In the case descriptions, soldiers generally tend to make firm statements when they feel wronged or not recognized by others. Here, chaplains open up moral space by adopting an attitude that they themselves, in the group discussions about the cases during the project, denote as ‘multidirectional partiality’, referring to the contextual approach to family therapy by Iván Böszörményi-Nagy and its integration into pastoral and spiritual care (Meulink-Korf & van Rhijn, 2016). They neither go along with nor contradict the opinions of soldiers about others but affirm the goodness of both the soldiers and others and represent the view that one should not give up too easily on efforts to establish or repair relationships. In a case where a soldier feels belittled by a superior while on an exercise for several weeks, the chaplain suggests entering into conversation with the superior and putting his grievances on the table, implicitly suggesting that the superior is a reasonable person who will listen to the grievances (case 2). The multidirectional partiality of the chaplain is also present in a case describing a military ritual – the so-called “flower greeting” that is traditionally organized a year after the passing of an active soldier (case 12). In this case, members of the division of the deceased soldier attended the ritual, including two soldiers of the company who had been expelled because of an ongoing investigation into drugs trade. The two expelled soldiers were not allowed to wear a uniform nor to have contact with the other soldiers of the division, and they stood a bit apart from them. The chaplain literally crossed the space between the soldiers wearing a uniform and the expelled soldiers, talking to both groups in turn.
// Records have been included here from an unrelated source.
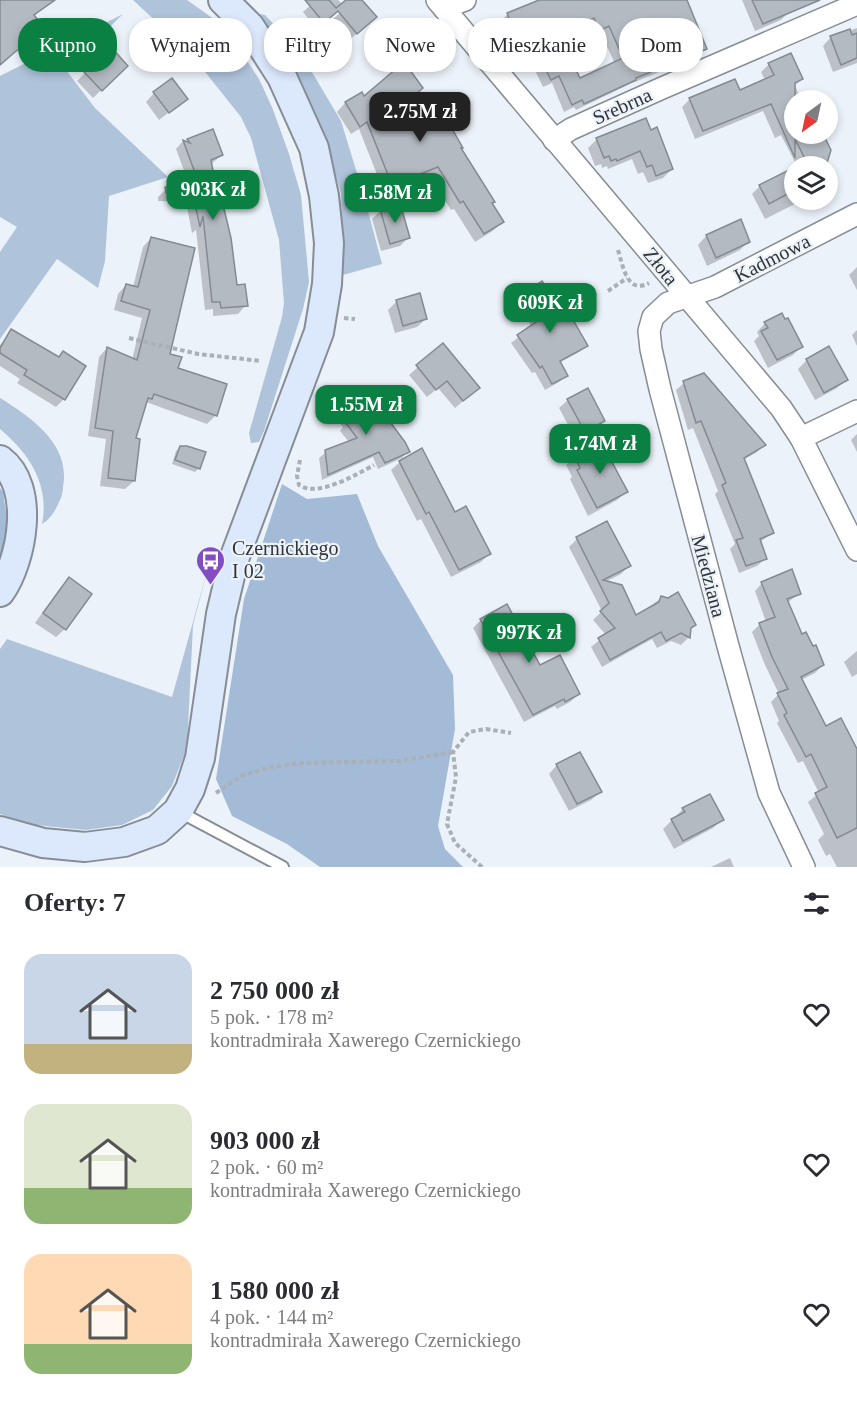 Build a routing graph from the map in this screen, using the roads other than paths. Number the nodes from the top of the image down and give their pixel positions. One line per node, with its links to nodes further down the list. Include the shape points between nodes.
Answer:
1 (223, 0): 13 (street, via 250,27 282,77 314,148 329,243 319,332 234,559)
2 (465, 0): 3 (street)
3 (441, 4): 5 (street, Złota)
4 (857, 4): 5 (street, Srebrna, via 650,93)
5 (554, 140): 7 (street, Złota)
6 (857, 214): 7 (street, Kadmowa, via 715,287)
7 (686, 296): 9 (street, Złota, via 781,408); 16 (street, Miedziana, via 668,303 653,317 649,331 651,349 770,793)
8 (857, 411): 9 (street)
9 (801, 438): 11 (street, Złota)
10 (0, 460): 12 (street, via 16,482 23,513 21,543 9,580)
11 (857, 550)
12 (0, 592)
13 (187, 816): 14 (street, via 124,842 86,847 43,843); 15 (lane)
14 (0, 831)
15 (283, 867)
16 (804, 867) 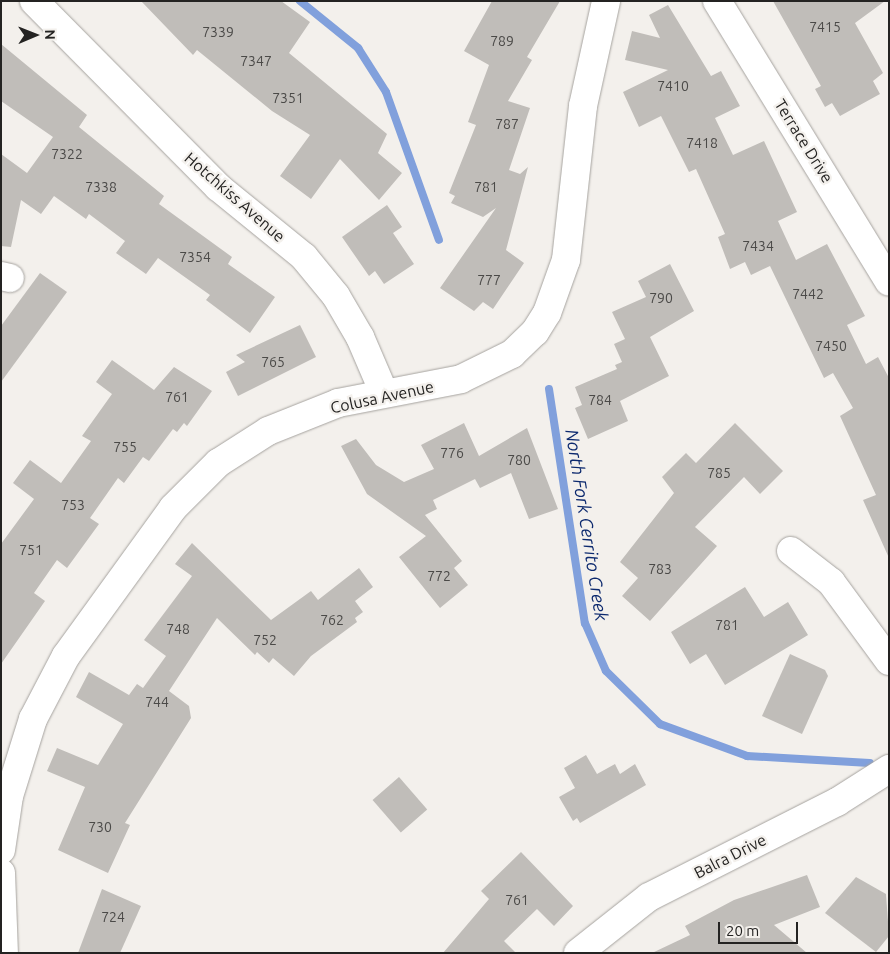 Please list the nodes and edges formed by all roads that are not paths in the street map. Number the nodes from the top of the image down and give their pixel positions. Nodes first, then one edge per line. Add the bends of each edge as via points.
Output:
1 (34, 1) edge
2 (606, 1) edge
3 (717, 1) edge
4 (889, 282) edge
5 (384, 393) junction
6 (791, 551) dead end
7 (889, 661) edge
8 (889, 768) edge
9 (1, 850) edge
10 (1, 873) edge
11 (587, 950) edge
12 (4, 953) edge

1 - 5 street, Hotchkiss Avenue via 218,187 304,257 356,329
2 - 5 street, Colusa Avenue via 583,106 566,260 547,313 512,354 461,379
3 - 4 street, Terrace Drive
5 - 9 street, Colusa Avenue via 338,403 268,430 218,463 173,508 66,656 33,719 9,796
6 - 7 street via 832,582
8 - 11 street, Balra Drive via 837,802 649,897
10 - 12 street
In those cases where soldiers experience interpersonal moral stress because they feel that they have wronged others and are struggling with guilt and shame, the chaplains adopt a mild attitude and emphasize that they see goodness in the soldier. For instance, in the case where a veteran expresses regret in relation to how his late wife suffered because of his PTSD – “She had to swallow down so much because of me” – the chaplain stresses the love that the veteran shows for his wife: “Still you always speak affectionately about your wife, with very much love” (case 3). Furthermore, chaplains open up moral space by helping soldiers explore how their actions towards others which they feel guilty or ashamed about fit within their broader biographical picture. For instance, when a young soldier tells the chaplain that he regrets having been unfaithful to his girlfriend and wonders why he cheated, the chaplain, with empathy and without any moral judgement, supports the soldier in finding answers to this question (case 4). The soldier explains that he finds it scary to get older and fears getting cut off from his life with friends and family when moving in with his girlfriend. When the chaplain replies, “You are growing up?”, this seems to offer the soldier a perspective from which to better understand his infidelity in terms of marking a transition towards a more grown-up life period. In another case, a soldier, during a chance meeting with the chaplain, mentions that he has just moved out of his family home and feels guilty that he can no longer provide care to his family members as he has done in past years (case 13). Together with the soldier, the chaplain explores the ways the soldier still takes care of his family members and expresses his love for them, suggesting that besides being a rupture in his biography, moving away from home also involves biographical continuity.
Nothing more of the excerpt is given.